全員を見送り、恭也と薫は少し離れた所にあるベンチへと向う。
その途中、急に薫の手が握られる。
薫は驚いて、そちらを見ると、そこには小さな女の子がいた。
同じ様に薫を見て、驚いた顔をすると、すぐさま泣きそうな顔になる。
「ママじゃない……」
どうやら母親と間違えたようであった。
薫は困ったような顔をしながらも、しゃがみこんで女の子に視線を合わせる。
「お母さんとはぐれてしまったんじゃね」
途端、女の子の顔が歪む。
その女の子が泣き出すよりも先に、薫は女の子の頭に手を置き、優しく撫でてあげる。
「大丈夫よ、心配なか。うちがお母さんの所まで連れて行ってあげるからね」
「本当?」
「ああ」
薫は女の子に笑いかけながら、そう言うと立ち上がる。
「ごめん、恭也くん。そういう訳だから……」
最後まで言う前に、恭也がそれを遮る。
「一緒に探しましょう」
「……そうじゃね」
薫と恭也は、一緒に母親を探す事にする。
恭也は荷物を両手に持ち、薫は女の子の手を繋ぐ。
「どこに行ったと思う?」
「そうですね。薫さんを母親と間違えたということは、ついさっきまでは一緒だったって事でしょう。
だとしたら、まだこの近くじゃ」
恭也の言葉に頷くと、薫たちはその周辺を探し回る。
それから数分もしないうちに、女の子の母親が見つかる。
二人は何度も母親にお礼を言われつつ、照れた顔をしていた。
その親子の去り際、女の子が薫たちの方を振り向き手を振る。
それに応え、小さくてを振る薫に向って、
「お兄ちゃん、お姉ちゃんありがとう!二人とも、仲良くね」
無邪気に笑いながら去ってく姿を見ながら、何となく照れながら二人は顔を見合わせ微笑み合う。
そこへ、
「恭也さん、薫ちゃん、今の言葉はどういう事かしら?」
「うちも聞きたいな」
「私も凄く興味あります」
いつの間にいたのか、葉弓たちが背後に立っていた。
恭也たちは、とりあえず空いている店に入り、食事をしながら、先程の事を説明するのだった。

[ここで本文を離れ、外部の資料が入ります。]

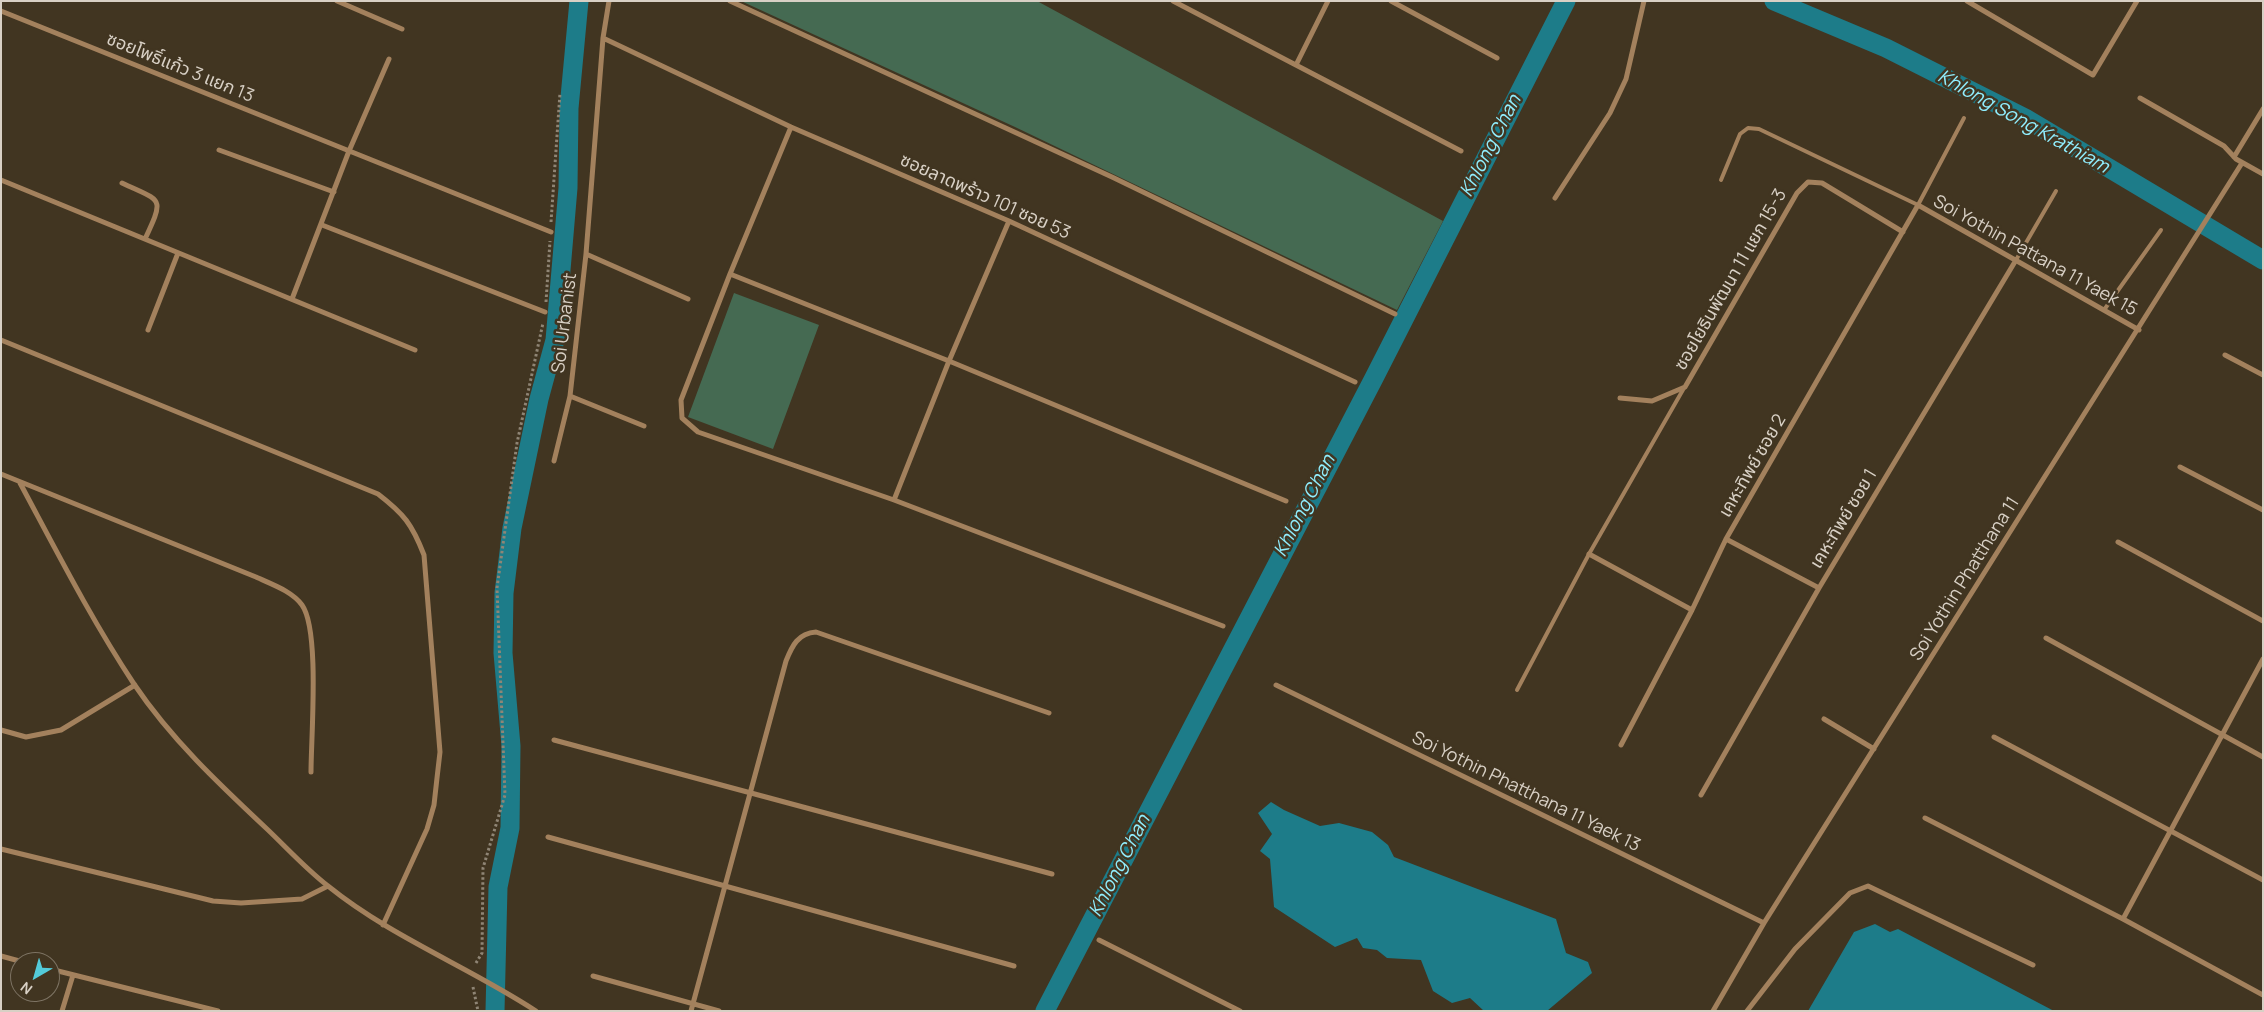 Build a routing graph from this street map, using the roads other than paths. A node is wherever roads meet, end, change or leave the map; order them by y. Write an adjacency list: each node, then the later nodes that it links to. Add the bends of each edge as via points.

昼食も何とか終えた頃、今度はなのはと久遠の服を買う為に子供服売り場へと向う。
「私は別に……」
「良いから、良いから。久遠のものを買うついでだし」
最初は遠慮していたなのはだったが、楓たちの言葉に甘える事にする。
なのはの服は比較的早く決まり、会計を済ませたのだが、未だに久遠の分がまだだった。
それと言うのも、なのはと違い久遠は服の事が良く分からず、自分の意見を言わなかったからである。
その為、葉弓たちが久遠を着せ替え人形のようにして、色んな服を試着させては楽しんでいた。

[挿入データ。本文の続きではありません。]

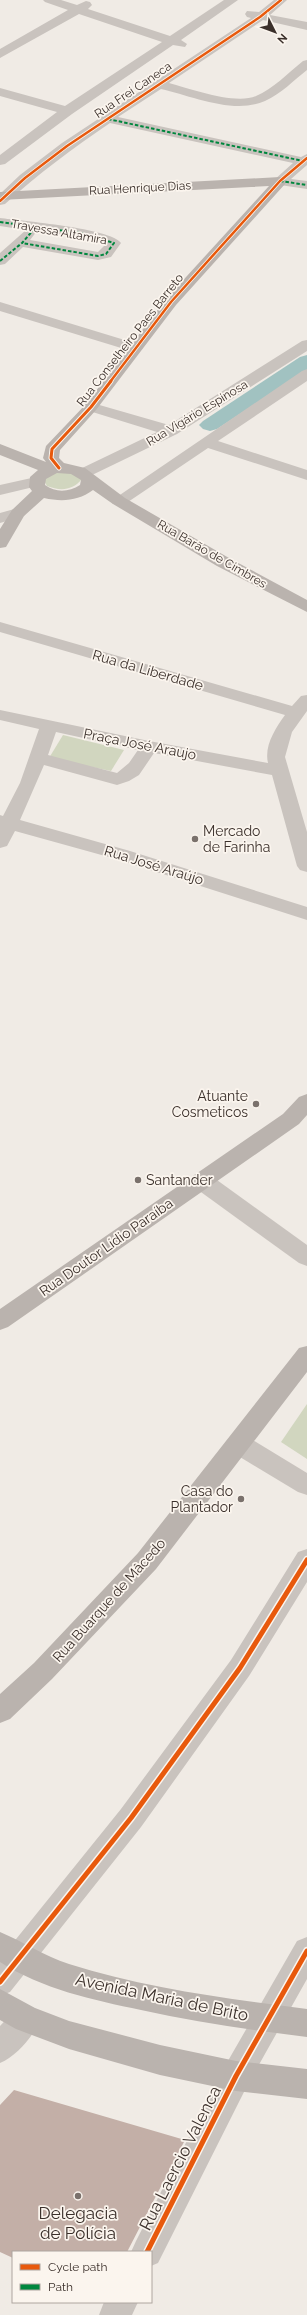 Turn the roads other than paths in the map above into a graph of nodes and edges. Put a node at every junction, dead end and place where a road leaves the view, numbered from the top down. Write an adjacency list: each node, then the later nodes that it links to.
1 (49, 0): 5 (street)
2 (94, 0): 5 (street)
3 (281, 0): 6 (street, Rua Frei Caneca)
4 (227, 3): 6 (street); 8 (street, Rua Frei Caneca)
5 (79, 10): 8 (street); 10 (street)
6 (260, 17): 7 (street); 9 (street, Rua Frei Caneca)
7 (307, 26)
8 (172, 40): 9 (street); 14 (street, Rua Frei Caneca)
9 (206, 53): 12 (street, Rua Frei Caneca)
10 (0, 54)
11 (307, 64): 12 (street)
12 (160, 85): 15 (street, Rua Frei Caneca)
13 (0, 92): 14 (street)
14 (67, 111): 17 (street, Rua Frei Caneca)
15 (108, 119): 16 (street); 20 (street, Rua Frei Caneca)
16 (305, 160): 18 (street, Rua Conselheiro Paes Barreto)
17 (0, 161)
18 (280, 181): 19 (street); 20 (main road, Rua Henrique Dias); 27 (main road, Rua Conselheiro Paes Barreto)
19 (307, 185)
20 (3, 197)
21 (0, 222): 22 (street, Travessa Altamira)
22 (34, 228): 23 (street); 23 (street, Travessa Altamira)
23 (22, 243): 24 (street)
24 (0, 261)
25 (0, 306): 27 (street)
26 (307, 344): 30 (street, Rua Vigário Espinosa)
27 (136, 348): 29 (main road, Rua Conselheiro Paes Barreto)
28 (307, 374): 31 (street, Rua Vigário Espinosa)
29 (91, 407): 30 (street); 33 (main road, Rua Conselheiro Paes Barreto)
30 (171, 431): 35 (street, Rua Vigário Espinosa)
31 (205, 442): 34 (street); 39 (street, Rua Vigário Espinosa)
32 (0, 449): 33 (main road, Rua Barão de Cimbres)
33 (55, 469): 35 (main road, Rua Barão de Cimbres); 36 (main road)
34 (307, 475)
35 (86, 477): 38 (main road); 39 (main road, Rua Barão de Cimbres)
36 (39, 486): 37 (street); 38 (main road, Rua Barão de Cimbres); 40 (main road)
37 (0, 490)
38 (75, 494): 39 (main road, Rua Barão de Cimbres)
39 (119, 500): 43 (main road, Rua Barão de Cimbres)
40 (18, 513): 41 (street); 42 (main road)
41 (0, 518)
42 (0, 543)
43 (307, 607)
44 (0, 627): 45 (street, Rua da Liberdade)
45 (301, 706): 50 (street)
46 (0, 716): 47 (street, Praça José Araujo)
47 (49, 726): 48 (street, Praça José Araujo); 49 (street)
48 (149, 747): 49 (street); 50 (street, Praça José Araujo)
49 (38, 758): 51 (street)
50 (281, 771): 53 (street)
51 (4, 822): 52 (street); 54 (street, Rua José Araújo)
52 (0, 842)
53 (307, 866)
54 (307, 914)
55 (307, 1102): 56 (main road, Rua Doutor Lídio Paraíba)
56 (202, 1181): 57 (street); 58 (main road, Rua Doutor Lídio Paraíba)
57 (307, 1257)
58 (0, 1320)
59 (307, 1355): 60 (main road, Rua Buarque de Mâcedo)
60 (239, 1444): 61 (street); 63 (main road, Rua Buarque de Mâcedo)
61 (307, 1485)
62 (307, 1560): 65 (street)
63 (0, 1711)
64 (307, 1951): 68 (street, Rua Laercio Valenca)
65 (9, 1952): 66 (street); 68 (main road, Avenida Maria de Brito)
66 (0, 1982)
67 (0, 2003): 69 (main road)
68 (270, 2018): 70 (main road, Avenida Maria de Brito); 72 (street, Rua Laercio Valenca)
69 (26, 2019): 71 (street); 72 (main road)
70 (307, 2023)
71 (0, 2048)
72 (236, 2076): 73 (main road); 74 (street, Rua Laercio Valenca)
73 (307, 2084)
74 (148, 2251)
75 (121, 2303): 76 (street)
76 (115, 2315)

恭也となのはは少し離れたベンチに腰掛け、その様子を遠巻きに見ていた。
そこへ薫がやって来て、なのはの隣に座る。
「薫さんは、一緒にやらないんですか?」
恭也の言葉に、薫は疲れたような笑みを浮かべる。
「あのパワーには、流石についていけん」
そんな薫を見て、恭也となのはは顔を見合わせて笑みを浮かべる。
一方、葉弓たちは恭也と薫が一緒にいるのを見るが、なのはもいるという事で安心し、久遠に新たな服を着せて楽しむ。

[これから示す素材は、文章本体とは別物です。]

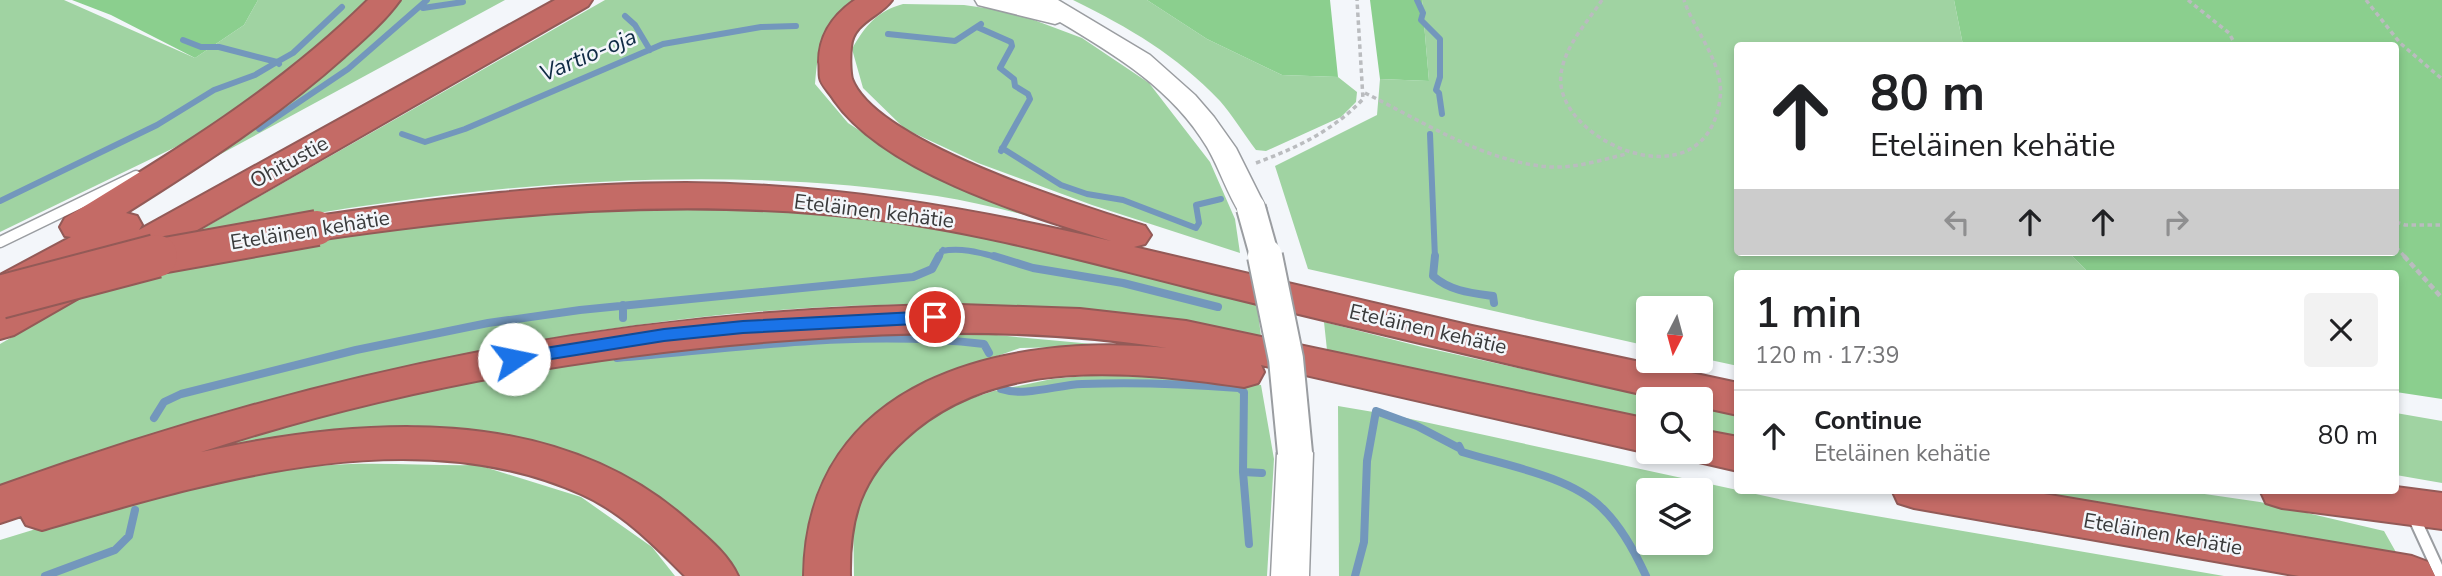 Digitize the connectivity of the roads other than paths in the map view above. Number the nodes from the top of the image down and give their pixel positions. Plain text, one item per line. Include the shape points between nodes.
1 (385, 0) edge
2 (530, 0) edge
3 (577, 0) edge
4 (877, 0) edge
5 (987, 0) edge
6 (1037, 0) edge
7 (1077, 21) junction
8 (203, 148) junction
9 (0, 242) edge
10 (0, 272) edge
11 (0, 294) edge
12 (0, 325) edge
13 (1660, 383) junction
14 (1734, 398) edge
15 (1636, 433) edge
16 (1636, 434) edge
17 (1713, 449) edge
18 (1734, 453) edge
19 (1937, 494) edge
20 (2311, 494) edge
21 (0, 505) edge
22 (2426, 510) edge
23 (0, 524) edge
24 (715, 576) edge
25 (827, 576) edge
26 (1290, 576) edge
27 (2412, 576) edge
28 (2441, 576) edge

1 - 8 highway via 297,82
2 - 11 highway, Ohitustie
3 - 12 highway, Ohitustie
4 - 13 highway via 854,15 843,29 831,59 834,78 853,106 883,130 947,167 1046,207 1150,241
5 - 7 street
6 - 7 street
7 - 26 street, bridge via 1131,53 1176,89 1210,128 1235,169 1251,208 1285,340 1295,453
8 - 9 lane
8 - 10 highway
11 - 13 highway, Eteläinen kehätie, bridge via 169,253 465,207 638,195 741,197 934,216 1052,239
13 - 14 highway, Eteläinen kehätie
15 - 21 highway via 1237,345 1158,332 949,318 809,323 664,335 407,381 233,425 84,472
16 - 25 highway via 1210,366 1114,360 1037,364 955,383 887,426 856,461 842,486 828,526
17 - 18 highway
19 - 27 highway, Eteläinen kehätie
20 - 22 highway
22 - 28 lane
23 - 24 highway via 183,474 296,450 387,442 458,445 548,462 597,481 640,507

久遠は、何度かなのはの元に行こうとするのだが、葉弓たちに囲まれ、そこから逃げ出す事が出来ず、今はただ大人しくしていた。
恭也と薫だけだったら、そんなに話す事もなく静かな時が流れたかもしれないが、
二人の間にいたなのはが、二人の代わりに次々と話をしていく。
もっぱら二人は、そんななのはの話の聞き役をしていた。
なのはは恭也と一緒にいられることが嬉しいのか、いつもよりも少しはしゃいだ感じで、嬉しそうな表情で話をする。
そんななのはを見て、恭也も知らず目を細める。
また薫も、そんな二人を見て心和んだ表情を浮かべ、時折柔らかい笑みが覗いていた。
そんな恭也たちを余所に、葉弓たちは久遠にひたすら服を着せては、喜びの声を上げる。
そんな葉弓たちの耳に、とある夫婦の会話が聞こえてくる。
「ほら、あなた。あそこのご家族。とても仲が良さそうじゃない」
「うん?ああ、本当だな。あの子のお父さんもお母さんも、若く見えるな」
「本当よね。それも含めて羨ましいわ。私たちも、生まれてくるこの子と一緒に、あんな風になれたら良いわね」
「そうだね。あ、赤ちゃん用の服はあっちみたいだな」
そう言いながら、その夫婦は仲良さそうに去って行く。
その言葉を聞いた葉弓たちは、怨めがましい視線を薫へと向ける。
それを感じたのか、薫は背筋に寒いものを感じ、身を震わせる。
「薫さん、どうかしましたか?」
「いや、何か寒気を感じたような気がしただけじゃから。多分、気のせいかと……」
恭也は最後まで聞かず、手を薫の額に当てる。
「別に熱は……。ん?少し熱くなった気がしますね」
「い、いや、これは違うから。だ、大丈夫じゃよ」
「本当ですか?」
「あ、ああ」
疑わしそうに見る恭也と、間近で顔を覗き込まれ、顔を真っ赤にする薫。
そんな二人の間に、なのはが割り込む。
「ほら、お兄ちゃんがそういう事するからでしょう」
「何を言ってるんだ?」
「良いから!薫さんは本当に大丈夫なの」
なのはの強い口調に、薫の様子を伺う。
そこで薫も頷くのを見て、恭也は意味が分からないながらも納得する。
「全くおにいちゃんは……」
未だブツブツと文句を言っているなのはを見ながら、薫は安心したような、少し残念だったような複雑な顔をするのだった。
それらを見ていた葉弓たちは、
(薫ちゃんんんんんんんん〜〜〜〜!!)
悪霊などから人々を守るはずの退魔士たちが、揃って呪い殺しそうな目つきで薫を見ていた。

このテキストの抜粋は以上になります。